[Source material — start]

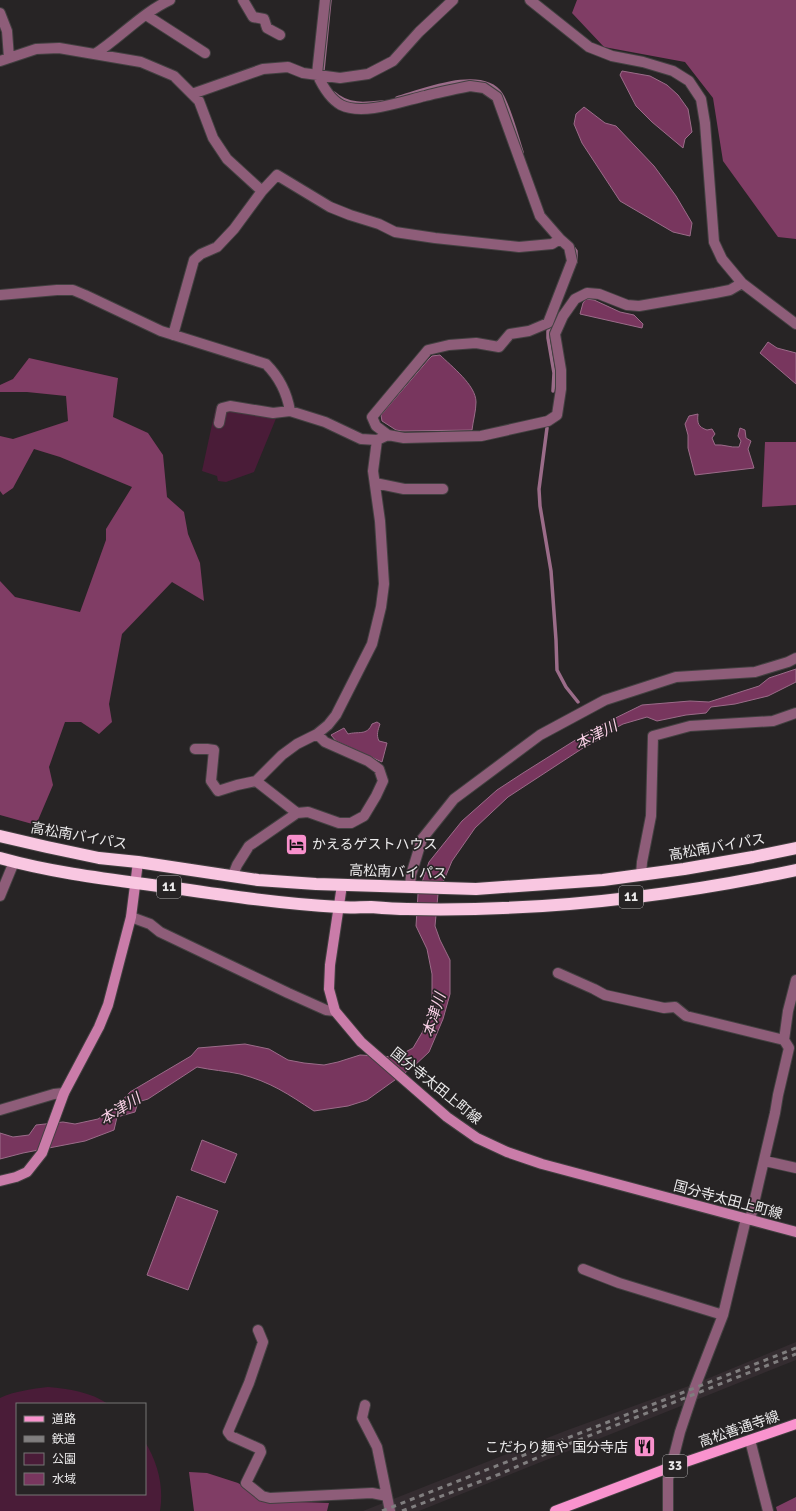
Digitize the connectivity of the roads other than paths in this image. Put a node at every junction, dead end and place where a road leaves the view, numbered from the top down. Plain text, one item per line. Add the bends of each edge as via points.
1 (170, 0) edge
2 (243, 0) edge
3 (325, 0) edge
4 (453, 0) edge
5 (530, 0) edge
6 (155, 3) edge
7 (0, 13) edge
8 (146, 15) junction
9 (280, 35) dead end
10 (205, 53) dead end
11 (95, 54) junction
12 (4, 60) edge
13 (317, 74) junction
14 (192, 94) junction
15 (262, 191) junction
16 (560, 239) junction
17 (742, 283) junction
18 (0, 295) edge
19 (796, 324) edge
20 (173, 335) junction
21 (290, 410) junction
22 (219, 422) dead end
23 (388, 435) junction
24 (377, 440) junction
25 (375, 483) junction
26 (443, 489) dead end
27 (796, 658) edge
28 (796, 713) edge
29 (317, 734) junction
30 (195, 749) dead end
31 (256, 781) junction
32 (297, 813) junction
33 (0, 836) edge
34 (796, 848) edge
35 (0, 858) edge
36 (14, 862) junction
37 (138, 862) junction
38 (796, 870) edge
39 (234, 875) junction
40 (641, 875) junction
41 (136, 883) junction
42 (342, 885) junction
43 (410, 887) junction
44 (0, 896) edge
45 (339, 907) junction
46 (131, 917) junction
47 (558, 973) dead end
48 (796, 980) edge
49 (335, 1011) junction
50 (790, 1045) edge
51 (64, 1093) junction
52 (0, 1110) edge
53 (765, 1161) junction
54 (796, 1168) edge
55 (0, 1181) edge
56 (748, 1220) junction
57 (796, 1232) edge
58 (583, 1269) dead end
59 (723, 1314) junction
60 (258, 1330) dead end
61 (365, 1405) dead end
62 (796, 1424) edge
63 (750, 1440) junction
64 (671, 1468) junction
65 (387, 1496) junction
66 (390, 1511) edge
67 (555, 1511) edge
68 (668, 1511) edge
69 (768, 1511) edge

1 - 6 street
2 - 9 street via 253,17 264,19 267,28
3 - 13 street
4 - 13 street via 393,61 368,74 340,78
5 - 17 street via 589,47 612,56 673,71 689,81 701,99 705,123 714,242 722,259
6 - 8 street
7 - 12 street via 7,30
8 - 10 street
8 - 11 street
11 - 12 street via 59,48 36,49
11 - 14 street via 141,62 174,76
13 - 14 street via 288,67 263,69
13 - 16 street via 322,84 341,105 357,109 378,107 470,86 484,88 497,97 540,216
14 - 15 street via 198,101 213,138 227,159
15 - 16 street via 277,176 330,207 395,232 412,235 519,247 552,244
15 - 20 street via 217,247 194,260
16 - 23 street via 569,247 572,261 548,322 529,331 510,334 499,347 476,343 428,350 372,417 376,426
17 - 19 street
17 - 23 street via 730,290 639,306 627,305 599,294 586,293 575,299 555,334 562,370 561,389 557,414 548,421 480,436 404,438
18 - 20 street via 73,290
20 - 21 street via 266,364 288,396
21 - 22 street via 273,413 230,406 222,408
21 - 24 street via 361,438
23 - 24 street
24 - 25 street via 373,471
25 - 26 street via 404,489
25 - 29 street via 384,584 379,614 372,644 336,715
27 - 43 street via 755,672 676,677 604,700 540,735 454,799 422,839
28 - 40 street via 773,722 690,726 653,736 650,816
29 - 31 street via 282,755
29 - 32 street via 324,742 379,769 383,780 364,816 351,824 339,824 308,812
30 - 31 street via 214,750 211,781 218,791
31 - 32 street
32 - 39 street via 249,846 237,864
33 - 37 highway, 高松南バイパス / 11 via 99,858
34 - 40 highway, 高松南バイパス / 11 via 753,858
35 - 36 highway, 11
36 - 41 highway, 11
36 - 44 street
37 - 39 highway, 高松南バイパス / 11
37 - 41 main road
38 - 45 highway, 11 via 688,890 538,906 406,910
39 - 42 highway, 高松南バイパス / 11 via 258,880
40 - 43 highway, 高松南バイパス / 11 via 476,889
41 - 45 highway, 11 via 224,896
41 - 46 main road
42 - 43 highway, 高松南バイパス / 11
42 - 45 main road, 国分寺太田上町線
45 - 49 main road, 国分寺太田上町線 via 330,965 330,989
46 - 49 street via 288,993 326,1010
46 - 51 main road via 108,1005
47 - 50 street via 605,995 664,1008 675,1007 686,1016
48 - 50 street via 788,1011
49 - 56 main road, 国分寺太田上町線 via 361,1042 447,1117 477,1138 542,1164
50 - 53 street
51 - 52 street
51 - 55 main road via 42,1153 27,1172
53 - 54 street
53 - 56 street
56 - 57 main road, 国分寺太田上町線
56 - 59 street
58 - 59 street via 619,1283
59 - 64 street via 692,1396
60 - 65 street via 263,1342 228,1432 231,1436 260,1449 261,1452 246,1483 262,1496 270,1498 372,1493
61 - 65 street via 362,1418 377,1447
62 - 63 main road, 高松善通寺線 / 33
63 - 64 main road, 高松善通寺線 / 33
63 - 69 street
64 - 67 main road, 高松善通寺線 / 33
64 - 68 street via 668,1479
65 - 66 street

[Source material — finish]

Aim of the task — I need every line of the data that has the word "高松善通寺線"; please list them.

Exercise response —
62 - 63 main road, 高松善通寺線 / 33
63 - 64 main road, 高松善通寺線 / 33
64 - 67 main road, 高松善通寺線 / 33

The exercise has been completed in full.